TASK STATEMENT
When a line of the records below contains the string "include", copy that whole line.

INPUT DATA
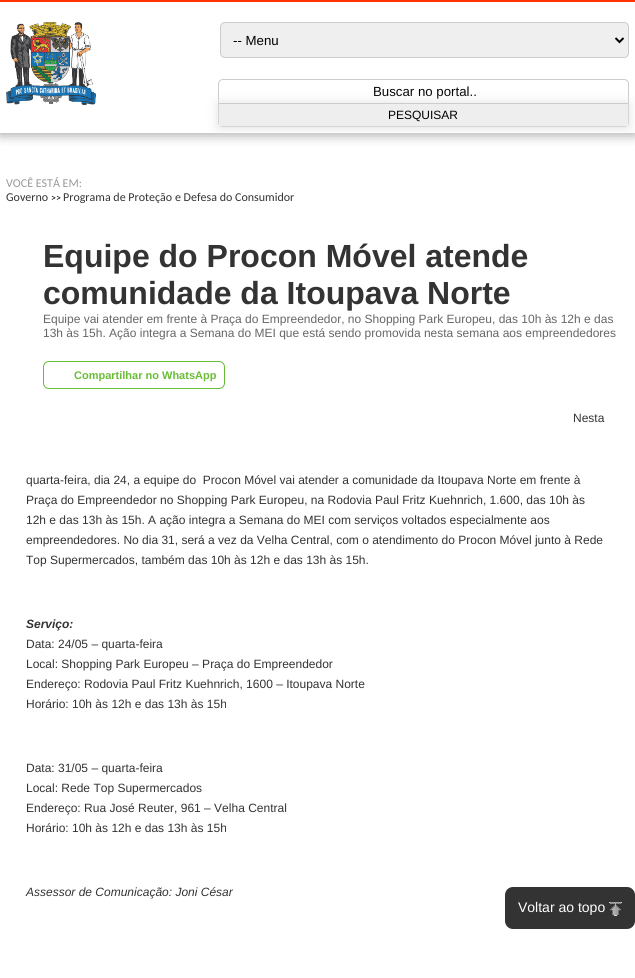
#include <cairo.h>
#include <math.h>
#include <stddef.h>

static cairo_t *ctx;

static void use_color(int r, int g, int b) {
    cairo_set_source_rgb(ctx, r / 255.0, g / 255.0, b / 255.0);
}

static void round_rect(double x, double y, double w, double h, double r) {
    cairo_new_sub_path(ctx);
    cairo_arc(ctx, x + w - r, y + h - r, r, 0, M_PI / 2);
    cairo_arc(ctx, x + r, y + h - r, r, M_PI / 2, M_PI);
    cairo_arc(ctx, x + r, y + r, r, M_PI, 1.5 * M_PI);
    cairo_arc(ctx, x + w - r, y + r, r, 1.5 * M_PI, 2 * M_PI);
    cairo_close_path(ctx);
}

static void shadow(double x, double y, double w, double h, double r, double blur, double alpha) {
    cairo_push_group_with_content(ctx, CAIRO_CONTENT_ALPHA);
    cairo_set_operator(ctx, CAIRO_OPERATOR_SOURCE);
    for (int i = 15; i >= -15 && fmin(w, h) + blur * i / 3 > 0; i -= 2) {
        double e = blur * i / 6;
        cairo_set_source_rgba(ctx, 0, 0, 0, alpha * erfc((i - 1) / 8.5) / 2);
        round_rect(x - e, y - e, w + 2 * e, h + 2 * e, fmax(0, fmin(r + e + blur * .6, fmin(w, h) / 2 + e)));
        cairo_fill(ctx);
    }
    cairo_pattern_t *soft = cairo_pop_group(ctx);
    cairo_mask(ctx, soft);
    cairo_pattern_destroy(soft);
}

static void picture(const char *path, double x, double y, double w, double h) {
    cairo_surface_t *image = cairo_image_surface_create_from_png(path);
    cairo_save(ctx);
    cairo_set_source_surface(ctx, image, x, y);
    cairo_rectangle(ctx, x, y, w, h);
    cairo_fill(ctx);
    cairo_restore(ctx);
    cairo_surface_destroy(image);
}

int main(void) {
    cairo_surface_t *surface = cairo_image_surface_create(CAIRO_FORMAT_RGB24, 635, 978);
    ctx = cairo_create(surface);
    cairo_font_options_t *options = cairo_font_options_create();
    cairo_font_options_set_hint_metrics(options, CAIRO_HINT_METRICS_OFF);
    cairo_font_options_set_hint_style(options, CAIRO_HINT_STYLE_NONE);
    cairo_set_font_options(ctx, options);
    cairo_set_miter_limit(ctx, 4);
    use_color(255, 255, 255);
    cairo_paint(ctx);
    cairo_save(ctx);
    cairo_rectangle(ctx, 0, 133, 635, 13);
    cairo_clip(ctx);
    use_color(153, 153, 153);
    shadow(0, 1, 635, 133, 0, 6, 1);
    cairo_restore(ctx);
    use_color(255, 51, 0);
    cairo_rectangle(ctx, 0, 0, 635, 2);
    cairo_fill(ctx);
    picture("img1.png", 6, 22, 90, 83);
    use_color(239, 239, 239);
    round_rect(220.5, 22.5, 408, 35, 4.5);
    cairo_fill_preserve(ctx);
    use_color(204, 204, 204);
    cairo_set_line_width(ctx, 1);
    cairo_stroke(ctx);
    cairo_new_path(ctx);
    cairo_move_to(ctx, 615.5, 38);
    cairo_line_to(ctx, 619.5, 42);
    cairo_line_to(ctx, 623.5, 38);
    use_color(0, 0, 0);
    cairo_set_line_width(ctx, 2);
    cairo_stroke(ctx);
    cairo_select_font_face(ctx, "Liberation Sans", CAIRO_FONT_SLANT_NORMAL, CAIRO_FONT_WEIGHT_NORMAL);
    cairo_set_font_size(ctx, 13.25);
    cairo_move_to(ctx, 233, 45);
    cairo_show_text(ctx, "-- Menu");
    round_rect(218.5, 79.5, 410, 47, 4.5);
    use_color(204, 204, 204);
    cairo_set_line_width(ctx, 1);
    cairo_stroke(ctx);
    use_color(0, 0, 0);
    cairo_move_to(ctx, 373, 96);
    cairo_show_text(ctx, "Buscar no portal..");
    use_color(221, 221, 221);
    shadow(219, 104, 409, 23, 0, 6, 1);
    use_color(238, 238, 238);
    cairo_rectangle(ctx, 219, 104, 409, 22);
    cairo_fill(ctx);
    use_color(204, 204, 204);
    cairo_rectangle(ctx, 219, 103, 409, 1);
    cairo_fill(ctx);
    cairo_set_font_size(ctx, 12);
    use_color(0, 0, 0);
    cairo_move_to(ctx, 388, 119);
    cairo_show_text(ctx, "PESQUISAR");
    cairo_select_font_face(ctx, "Carlito", CAIRO_FONT_SLANT_NORMAL, CAIRO_FONT_WEIGHT_NORMAL);
    use_color(153, 153, 153);
    cairo_move_to(ctx, 6, 187);
    cairo_show_text(ctx, "VOCÊ ESTÁ EM:");
    use_color(51, 51, 51);
    cairo_move_to(ctx, 6, 201);
    cairo_show_text(ctx, "Governo");
    cairo_set_font_size(ctx, 10);
    use_color(0, 0, 0);
    cairo_move_to(ctx, 51, 201);
    cairo_show_text(ctx, ">>");
    cairo_set_font_size(ctx, 12);
    use_color(51, 51, 51);
    cairo_move_to(ctx, 63, 201);
    cairo_show_text(ctx, "Programa de Proteção e Defesa do Consumidor");
    cairo_select_font_face(ctx, "Liberation Sans", CAIRO_FONT_SLANT_NORMAL, CAIRO_FONT_WEIGHT_BOLD);
    cairo_set_font_size(ctx, 32);
    cairo_move_to(ctx, 43, 267);
    cairo_show_text(ctx, "Equipe do Procon Móvel atende");
    cairo_move_to(ctx, 43, 304);
    cairo_show_text(ctx, "comunidade da Itoupava Norte");
    cairo_select_font_face(ctx, "Liberation Sans", CAIRO_FONT_SLANT_NORMAL, CAIRO_FONT_WEIGHT_NORMAL);
    cairo_set_font_size(ctx, 12);
    use_color(102, 102, 102);
    cairo_move_to(ctx, 43, 323);
    cairo_show_text(ctx, "Equipe vai atender em frente à Praça do Empreendedor, no Shopping Park Europeu, das 10h às 12h e das");
    cairo_move_to(ctx, 43, 337);
    cairo_show_text(ctx, "13h às 15h. Ação integra a Semana do MEI que está sendo promovida nesta semana aos empreendedores");
    round_rect(43.5, 361.5, 181, 27, 5.5);
    use_color(105, 188, 54);
    cairo_stroke(ctx);
    cairo_select_font_face(ctx, "Liberation Sans", CAIRO_FONT_SLANT_NORMAL, CAIRO_FONT_WEIGHT_BOLD);
    cairo_set_font_size(ctx, 11);
    cairo_move_to(ctx, 74, 379);
    cairo_show_text(ctx, "Compartilhar no WhatsApp");
    cairo_select_font_face(ctx, "Liberation Sans", CAIRO_FONT_SLANT_NORMAL, CAIRO_FONT_WEIGHT_NORMAL);
    cairo_set_font_size(ctx, 12);
    use_color(51, 51, 51);
    cairo_move_to(ctx, 573, 422);
    cairo_show_text(ctx, "Nesta");
    cairo_move_to(ctx, 26, 484);
    cairo_show_text(ctx, "quarta-feira, dia 24, a equipe do  Procon Móvel vai atender a comunidade da Itoupava Norte em frente à");
    cairo_move_to(ctx, 26, 504);
    cairo_show_text(ctx, "Praça do Empreendedor no Shopping Park Europeu, na Rodovia Paul Fritz Kuehnrich, 1.600, das 10h às");
    cairo_move_to(ctx, 26, 524);
    cairo_show_text(ctx, "12h e das 13h às 15h. A ação integra a Semana do MEI com serviços voltados especialmente aos");
    cairo_move_to(ctx, 26, 544);
    cairo_show_text(ctx, "empreendedores. No dia 31, será a vez da Velha Central, com o atendimento do Procon Móvel junto à Rede");
    cairo_move_to(ctx, 26, 564);
    cairo_show_text(ctx, "Top Supermercados, também das 10h às 12h e das 13h às 15h.");
    cairo_select_font_face(ctx, "Liberation Sans", CAIRO_FONT_SLANT_ITALIC, CAIRO_FONT_WEIGHT_BOLD);
    cairo_move_to(ctx, 26, 628);
    cairo_show_text(ctx, "Serviço:");
    cairo_select_font_face(ctx, "Liberation Sans", CAIRO_FONT_SLANT_NORMAL, CAIRO_FONT_WEIGHT_NORMAL);
    cairo_move_to(ctx, 26, 648);
    cairo_show_text(ctx, "Data: 24/05 – quarta-feira");
    cairo_move_to(ctx, 26, 668);
    cairo_show_text(ctx, "Local: Shopping Park Europeu – Praça do Empreendedor");
    cairo_move_to(ctx, 26, 688);
    cairo_show_text(ctx, "Endereço: Rodovia Paul Fritz Kuehnrich, 1600 – Itoupava Norte");
    cairo_move_to(ctx, 26, 708);
    cairo_show_text(ctx, "Horário: 10h às 12h e das 13h às 15h");
    cairo_move_to(ctx, 26, 772);
    cairo_show_text(ctx, "Data: 31/05 – quarta-feira");
    cairo_move_to(ctx, 26, 792);
    cairo_show_text(ctx, "Local: Rede Top Supermercados");
    cairo_move_to(ctx, 26, 812);
    cairo_show_text(ctx, "Endereço: Rua José Reuter, 961 – Velha Central");
    cairo_move_to(ctx, 26, 832);
    cairo_show_text(ctx, "Horário: 10h às 12h e das 13h às 15h");
    cairo_select_font_face(ctx, "Liberation Sans", CAIRO_FONT_SLANT_ITALIC, CAIRO_FONT_WEIGHT_NORMAL);
    cairo_move_to(ctx, 26, 896);
    cairo_show_text(ctx, "Assessor de Comunicação: Joni César");
    round_rect(505, 887, 130, 42, 8);
    cairo_fill(ctx);
    cairo_select_font_face(ctx, "Liberation Sans", CAIRO_FONT_SLANT_NORMAL, CAIRO_FONT_WEIGHT_NORMAL);
    cairo_set_font_size(ctx, 14);
    use_color(255, 255, 255);
    cairo_move_to(ctx, 518, 912);
    cairo_show_text(ctx, "Voltar ao topo");
    picture("img2.png", 609, 902, 13, 14);
    cairo_surface_write_to_png(surface, "result.png");
    cairo_font_options_destroy(options);
    cairo_destroy(ctx);
    cairo_surface_destroy(surface);
    return 0;
}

ANSWER TO THE EXERCISE
#include <cairo.h>
#include <math.h>
#include <stddef.h>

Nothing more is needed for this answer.